Tom Clancy Dies at 66

October 2, 2013 11:07 AM - Updated: October 4, 2013 11:07 AM

tomclancyThe father of the techno-thriller and the author of the U.S. Naval Institute’s first novel died on Tuesday, several sources told USNI News.

Tom Clancy, 66, died at a Baltimore hosptial, former Clancy researcher and co-author John Gresham told USNI News on Wednesday.

“Five or six years ago Tom suffered a heart attack and he went through bypass surgery,” Gresham said.
“It wasn’t that he had another heart attack, [his heart] just wore out.”

A former insurance agent in Calvert County, Md., Clancy was also an aficionado of military history and its technical side. Many of his insurance clients were former nuclear submariners employed at the Calvert Cliffs Nuclear Power Plant not far from his home. As he was selling them insurance, he was also picking their brains on how nuclear reactors worked on naval vessels and what the potential was for the ballistic missiles being carried on the U.S. Navy’s nuclear missile “boomer” submarines. He also learned about the Soviet Union military complex in the heart of the Cold War.

Clancy first came to the U.S. Naval Institute while he was still selling insurance with a letter to the editor for Proceedings magazine, Fred Rainbow, then editor of Proceedings told USNI News on Wednesday.

“The first time we met him, he made a phone call to Proceedings that he had a letter to the editor he wanted to deliver in person,” Rainbow said.
Editors resisted seeing Clancy but after several persistent phone calls eventually brought him in, published the letter and paid the nominal fee for the work.
“That check has never been cashed because it was framed in his office. It was the first time he was ever paid for writing anything,” Rainbow said.

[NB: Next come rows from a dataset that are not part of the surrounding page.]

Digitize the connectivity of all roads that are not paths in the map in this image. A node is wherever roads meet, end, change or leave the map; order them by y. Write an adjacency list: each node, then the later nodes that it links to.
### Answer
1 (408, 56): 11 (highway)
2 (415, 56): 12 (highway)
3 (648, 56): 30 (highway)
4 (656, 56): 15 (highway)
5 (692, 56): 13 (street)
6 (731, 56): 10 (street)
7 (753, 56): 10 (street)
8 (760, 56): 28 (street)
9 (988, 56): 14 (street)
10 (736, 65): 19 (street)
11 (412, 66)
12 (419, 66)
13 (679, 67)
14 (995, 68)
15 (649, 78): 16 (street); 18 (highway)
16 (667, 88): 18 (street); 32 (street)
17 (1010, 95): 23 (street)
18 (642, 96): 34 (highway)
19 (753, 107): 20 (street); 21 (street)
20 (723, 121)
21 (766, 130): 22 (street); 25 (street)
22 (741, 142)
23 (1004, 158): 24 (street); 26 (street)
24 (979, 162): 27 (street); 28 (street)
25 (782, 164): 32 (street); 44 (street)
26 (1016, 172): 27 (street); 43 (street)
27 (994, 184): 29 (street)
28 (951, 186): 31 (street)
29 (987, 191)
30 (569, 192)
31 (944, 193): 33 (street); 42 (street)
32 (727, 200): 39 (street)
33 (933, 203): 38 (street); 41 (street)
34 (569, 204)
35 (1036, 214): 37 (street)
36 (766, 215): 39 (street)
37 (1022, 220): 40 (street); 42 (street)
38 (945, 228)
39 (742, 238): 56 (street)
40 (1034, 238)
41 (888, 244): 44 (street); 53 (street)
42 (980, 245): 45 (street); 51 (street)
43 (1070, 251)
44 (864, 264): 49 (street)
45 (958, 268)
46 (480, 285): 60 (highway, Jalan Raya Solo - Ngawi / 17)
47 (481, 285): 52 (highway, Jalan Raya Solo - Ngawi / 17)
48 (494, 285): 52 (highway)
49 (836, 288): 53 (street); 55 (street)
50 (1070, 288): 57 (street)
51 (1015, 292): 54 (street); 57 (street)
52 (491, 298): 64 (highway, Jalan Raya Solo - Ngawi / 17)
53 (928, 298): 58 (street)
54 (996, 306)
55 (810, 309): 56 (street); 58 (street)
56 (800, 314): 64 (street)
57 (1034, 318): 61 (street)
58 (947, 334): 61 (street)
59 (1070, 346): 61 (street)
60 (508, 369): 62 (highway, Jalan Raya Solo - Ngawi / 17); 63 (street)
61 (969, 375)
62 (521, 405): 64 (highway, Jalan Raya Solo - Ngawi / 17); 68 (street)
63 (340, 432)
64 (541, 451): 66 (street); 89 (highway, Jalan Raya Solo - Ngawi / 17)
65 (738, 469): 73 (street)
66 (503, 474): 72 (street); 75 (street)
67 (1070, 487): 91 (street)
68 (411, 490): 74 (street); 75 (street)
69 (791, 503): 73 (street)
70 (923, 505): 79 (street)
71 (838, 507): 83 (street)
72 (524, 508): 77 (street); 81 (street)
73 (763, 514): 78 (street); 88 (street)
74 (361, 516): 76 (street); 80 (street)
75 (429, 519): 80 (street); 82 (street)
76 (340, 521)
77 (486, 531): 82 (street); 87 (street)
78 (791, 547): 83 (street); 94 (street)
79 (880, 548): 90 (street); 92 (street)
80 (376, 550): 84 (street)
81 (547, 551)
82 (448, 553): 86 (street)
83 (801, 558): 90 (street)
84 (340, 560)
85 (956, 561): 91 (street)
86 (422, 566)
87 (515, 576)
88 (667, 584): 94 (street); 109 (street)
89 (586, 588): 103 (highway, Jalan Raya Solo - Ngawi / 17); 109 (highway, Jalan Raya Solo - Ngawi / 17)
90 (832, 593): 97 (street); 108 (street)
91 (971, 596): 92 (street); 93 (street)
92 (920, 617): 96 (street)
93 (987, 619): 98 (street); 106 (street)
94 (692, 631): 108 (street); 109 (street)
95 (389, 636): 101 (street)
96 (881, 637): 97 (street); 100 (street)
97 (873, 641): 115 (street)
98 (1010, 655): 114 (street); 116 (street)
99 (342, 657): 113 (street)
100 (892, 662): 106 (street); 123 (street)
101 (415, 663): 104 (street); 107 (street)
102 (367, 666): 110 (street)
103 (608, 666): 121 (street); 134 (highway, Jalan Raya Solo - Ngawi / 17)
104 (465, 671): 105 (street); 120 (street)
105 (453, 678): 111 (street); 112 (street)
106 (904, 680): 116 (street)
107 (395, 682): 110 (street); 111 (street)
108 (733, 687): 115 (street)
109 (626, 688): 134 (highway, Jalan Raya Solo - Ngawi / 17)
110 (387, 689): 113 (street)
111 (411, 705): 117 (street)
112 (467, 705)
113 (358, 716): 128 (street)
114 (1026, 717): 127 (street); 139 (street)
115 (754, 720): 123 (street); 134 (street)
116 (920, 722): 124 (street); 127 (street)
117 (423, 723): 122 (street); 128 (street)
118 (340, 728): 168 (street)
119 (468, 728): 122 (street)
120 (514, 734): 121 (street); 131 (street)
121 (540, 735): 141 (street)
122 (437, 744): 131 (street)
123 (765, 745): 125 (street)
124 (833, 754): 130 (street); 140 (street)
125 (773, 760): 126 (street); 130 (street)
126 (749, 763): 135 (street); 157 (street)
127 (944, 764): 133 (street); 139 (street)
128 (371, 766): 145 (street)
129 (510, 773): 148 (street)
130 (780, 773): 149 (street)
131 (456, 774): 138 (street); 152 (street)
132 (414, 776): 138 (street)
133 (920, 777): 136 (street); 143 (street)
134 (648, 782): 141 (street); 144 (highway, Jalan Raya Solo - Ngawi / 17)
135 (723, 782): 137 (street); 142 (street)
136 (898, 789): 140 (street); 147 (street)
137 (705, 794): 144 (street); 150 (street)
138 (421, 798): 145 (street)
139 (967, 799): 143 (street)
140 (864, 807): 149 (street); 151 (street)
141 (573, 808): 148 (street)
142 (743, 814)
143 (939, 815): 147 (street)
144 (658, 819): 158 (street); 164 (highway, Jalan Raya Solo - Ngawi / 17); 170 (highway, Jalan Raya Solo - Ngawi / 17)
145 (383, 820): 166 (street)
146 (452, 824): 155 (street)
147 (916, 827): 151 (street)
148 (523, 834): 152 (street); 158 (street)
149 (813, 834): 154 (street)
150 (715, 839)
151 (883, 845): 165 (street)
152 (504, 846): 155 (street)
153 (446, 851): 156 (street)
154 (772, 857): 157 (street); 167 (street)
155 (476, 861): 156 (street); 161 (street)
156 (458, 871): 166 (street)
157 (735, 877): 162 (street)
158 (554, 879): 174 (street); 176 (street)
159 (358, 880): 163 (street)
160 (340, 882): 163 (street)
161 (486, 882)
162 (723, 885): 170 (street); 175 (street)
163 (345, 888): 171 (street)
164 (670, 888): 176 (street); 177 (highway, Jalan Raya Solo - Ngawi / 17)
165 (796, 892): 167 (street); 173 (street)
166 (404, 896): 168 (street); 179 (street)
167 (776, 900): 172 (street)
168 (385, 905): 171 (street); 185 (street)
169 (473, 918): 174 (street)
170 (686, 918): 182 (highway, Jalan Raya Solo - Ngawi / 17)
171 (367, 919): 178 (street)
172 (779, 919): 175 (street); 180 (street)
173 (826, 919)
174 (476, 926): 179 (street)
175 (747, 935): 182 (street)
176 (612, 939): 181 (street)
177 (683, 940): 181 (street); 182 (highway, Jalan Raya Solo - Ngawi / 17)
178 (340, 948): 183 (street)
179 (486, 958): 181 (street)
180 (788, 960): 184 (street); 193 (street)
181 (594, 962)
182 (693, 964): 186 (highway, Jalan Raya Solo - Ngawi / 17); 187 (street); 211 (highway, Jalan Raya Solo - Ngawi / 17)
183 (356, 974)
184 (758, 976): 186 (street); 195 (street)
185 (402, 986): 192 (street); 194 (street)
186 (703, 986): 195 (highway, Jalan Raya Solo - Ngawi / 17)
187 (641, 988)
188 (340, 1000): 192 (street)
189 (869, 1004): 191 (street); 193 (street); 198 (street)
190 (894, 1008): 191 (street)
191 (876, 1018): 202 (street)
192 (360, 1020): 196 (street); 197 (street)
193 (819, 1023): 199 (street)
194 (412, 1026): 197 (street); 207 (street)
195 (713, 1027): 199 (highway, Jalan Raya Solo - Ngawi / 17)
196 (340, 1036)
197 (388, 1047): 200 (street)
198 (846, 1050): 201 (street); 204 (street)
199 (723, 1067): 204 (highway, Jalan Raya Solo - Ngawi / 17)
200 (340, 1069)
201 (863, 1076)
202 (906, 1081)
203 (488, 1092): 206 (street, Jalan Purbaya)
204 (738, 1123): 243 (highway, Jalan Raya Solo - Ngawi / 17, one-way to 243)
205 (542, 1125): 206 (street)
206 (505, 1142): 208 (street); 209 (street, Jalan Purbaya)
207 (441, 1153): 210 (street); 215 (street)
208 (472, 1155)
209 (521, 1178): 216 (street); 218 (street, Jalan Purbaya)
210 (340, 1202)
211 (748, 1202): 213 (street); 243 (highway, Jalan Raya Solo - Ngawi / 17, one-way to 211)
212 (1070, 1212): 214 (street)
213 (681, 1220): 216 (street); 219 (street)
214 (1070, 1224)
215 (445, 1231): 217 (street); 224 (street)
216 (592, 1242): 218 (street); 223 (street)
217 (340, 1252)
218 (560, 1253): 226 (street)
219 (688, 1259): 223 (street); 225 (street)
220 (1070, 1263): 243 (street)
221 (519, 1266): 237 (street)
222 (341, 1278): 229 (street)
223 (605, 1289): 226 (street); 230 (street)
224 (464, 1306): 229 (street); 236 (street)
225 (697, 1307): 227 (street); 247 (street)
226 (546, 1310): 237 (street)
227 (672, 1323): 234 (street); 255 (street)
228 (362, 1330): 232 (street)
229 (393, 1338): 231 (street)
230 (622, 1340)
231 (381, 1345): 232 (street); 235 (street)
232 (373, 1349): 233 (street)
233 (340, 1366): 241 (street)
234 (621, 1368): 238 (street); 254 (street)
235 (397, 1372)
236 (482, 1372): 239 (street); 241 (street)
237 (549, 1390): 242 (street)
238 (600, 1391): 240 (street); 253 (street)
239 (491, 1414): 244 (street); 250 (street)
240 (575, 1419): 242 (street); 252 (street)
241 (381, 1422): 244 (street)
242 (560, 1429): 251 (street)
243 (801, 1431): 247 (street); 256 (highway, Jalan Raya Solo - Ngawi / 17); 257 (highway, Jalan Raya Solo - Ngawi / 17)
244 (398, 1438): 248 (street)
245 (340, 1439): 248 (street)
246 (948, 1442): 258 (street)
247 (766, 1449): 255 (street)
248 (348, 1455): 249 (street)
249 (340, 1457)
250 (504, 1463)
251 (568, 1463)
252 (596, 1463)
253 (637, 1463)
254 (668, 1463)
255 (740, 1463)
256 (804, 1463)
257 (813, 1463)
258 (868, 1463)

He published a second piece in Proceedings on using Navy hovercraft as platforms from which to fire nuclear missiles.

“The third time he called he had, The Hunt for Red October,” Rainbow said.

Red October was a thriller about a Soviet boomer submarine captain who set out to defect to the United States under an elaborate ruse. The Naval Institute Press, never before having published a novel, decided to assign the manuscript to editor Connie Buchanan and take a chance on this first-time fiction writer.

The book was published in 1984 and received favorable reviews. But it didn’t take off until then-President Ronald Reagan was photographed with the book. When asked about the novel, Reagan said it was “unputdown-able” and a “perfect yarn.”

The book became a major motion picture in 1990, starring Sean Connery as Soviet Captain Marko Ramius and Alec Baldwin as Jack Ryan, a recurring character in Clancy’s later books. In one of the film’s opening scenes, Ryan has a copy of Proceedings — on the subject of antisubmarine warfare — in his briefcase.

Clancy’s novel led to publishing of Stephen Coonts’ successful book, Flight of the Intruder, in 1986.

“He changed the face of publishing through the techno-thriller,” Eric Wertheim, author of Naval Institute’s Guide to Combat Fleets of the World, told USNI News on Wednesday.
“He changed the way Americans viewed their military. He had a strong influence on connecting the American people to the military.”